Lei dice che questa settimana è fondamentale, ma Conte non si è presentato a Castel Volturno: perché?
“E questo è un segnale ancora più forte. È come dire: non sto scherzando. Posso anche restare a casa. Volete andare avanti senza di me? È possibile, forse anche probabile. Io sono disposto a fare un passo indietro. Questo gesto è persino più eclatante delle parole dette dopo la partita di Bologna. Pretende una risposta dai giocatori: se lunedì rientra e trova gli stessi occhi spenti, la stessa poca voglia di seguirlo, allora questa settimana potrebbe anche prolungarsi o finire in modo drastico. È una strategia forte per scuotere tutto e tutti”.
C’è chi sostiene che, da uomo di spogliatoio, già da martedì doveva essere a Castel Volturno, anche solo con dieci calciatori. Lei cosa ne pensa?
“Capisco la sensazione, ma, come dicevo, potrebbe essere una mossa studiata proprio per smuovere l’ambiente. È un gesto forte, che vuole un effetto forte”.
Al netto degli alibi, pensa che Conte stia vivendo una prima crisi tattica con questo Napoli?
“Sì, ci sono stati errori. Conte è grandissimo, ma la perfezione non esiste. Gli infortuni muscolari sono troppi: può essere casualità, certo, ma qualcosa è cambiato rispetto all’anno scorso. Probabilmente è stata aumentata l’intensità degli allenamenti, pensando al doppio impegno. Dal punto di vista tattico, l’inserimento di De Bruyne ha complicato le cose: è un campione e va collocato in modo coerente con la filosofia di squadra. Il passaggio al 4-1-4-1 non ha funzionato subito. Qualche certezza si è persa. Il Napoli l’anno scorso aveva meccanismi perfetti, e l’ingresso di un nuovo elemento centrale ha fatto evaporare alcune certezze. Poi, se il gruppo non ti segue, tutto diventa ancora più difficile”.
Lei conosce bene Conte: ha davvero paventato le dimissioni? Come legge la smentita di De Laurentiis?
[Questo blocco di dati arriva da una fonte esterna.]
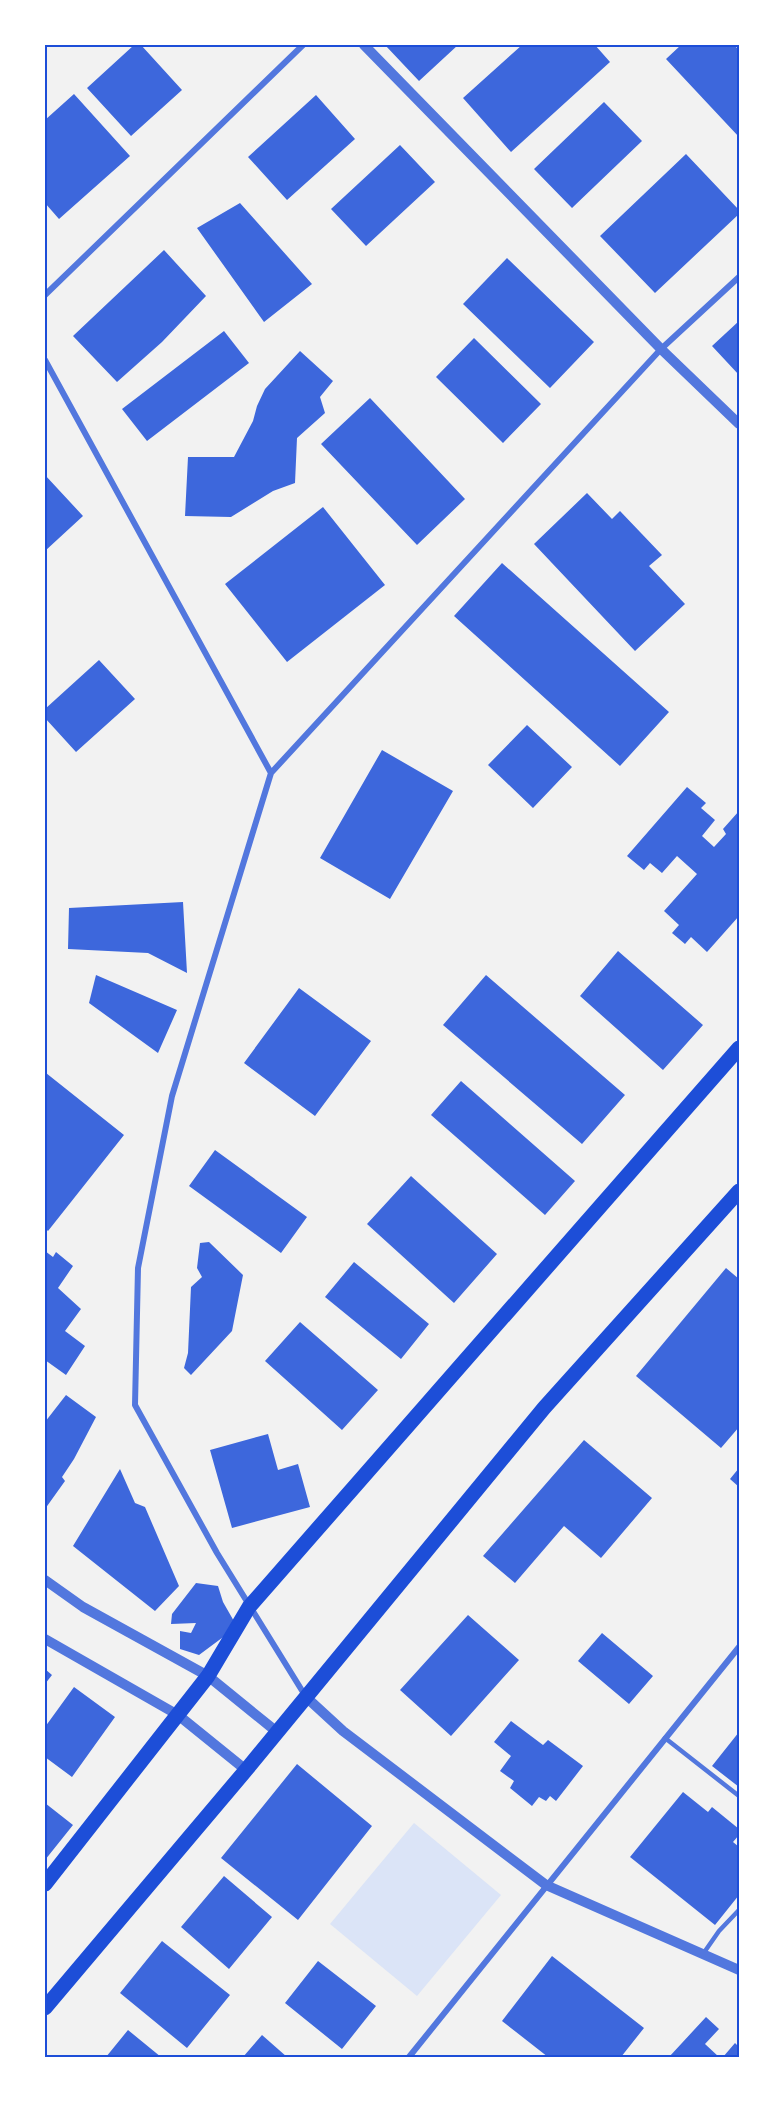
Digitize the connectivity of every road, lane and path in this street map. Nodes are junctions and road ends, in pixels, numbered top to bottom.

“Amicizia e conoscenza professionale sono due cose diverse. Io conosco Conte da trent’anni per lavoro, non come amico. Non so se domenica sera abbia rassegnato le dimissioni, ma so che la sua storia parla chiaro: lo ha già fatto alla Juventus, all’Inter, al Tottenham. Conte se ne va quando sente di non poter più lavorare come vuole. Il suo modo di allenare è questo: ti piace o non ti piace, ma lo prendi proprio per quello. Se il gruppo non riceve più il suo messaggio e lui deve alzare l’asticella da solo, subentra la frustrazione. Quindi lo scenario è apertissimo: tutto dipenderà dall’atteggiamento dei giocatori e dal ruolo della società. Quanto alla smentita di De Laurentiis, l’ho letta come una strategia per dire: non sta succedendo nulla, calmiamoci, non facciamo esplodere tutto. Ma la situazione va rimessa in ordine, perché la gara di Bologna è stata un punto di non ritorno. E alcuni segnali negativi, come quelli visti col PSV, sono ferite ancora aperte nel mondo di Conte”.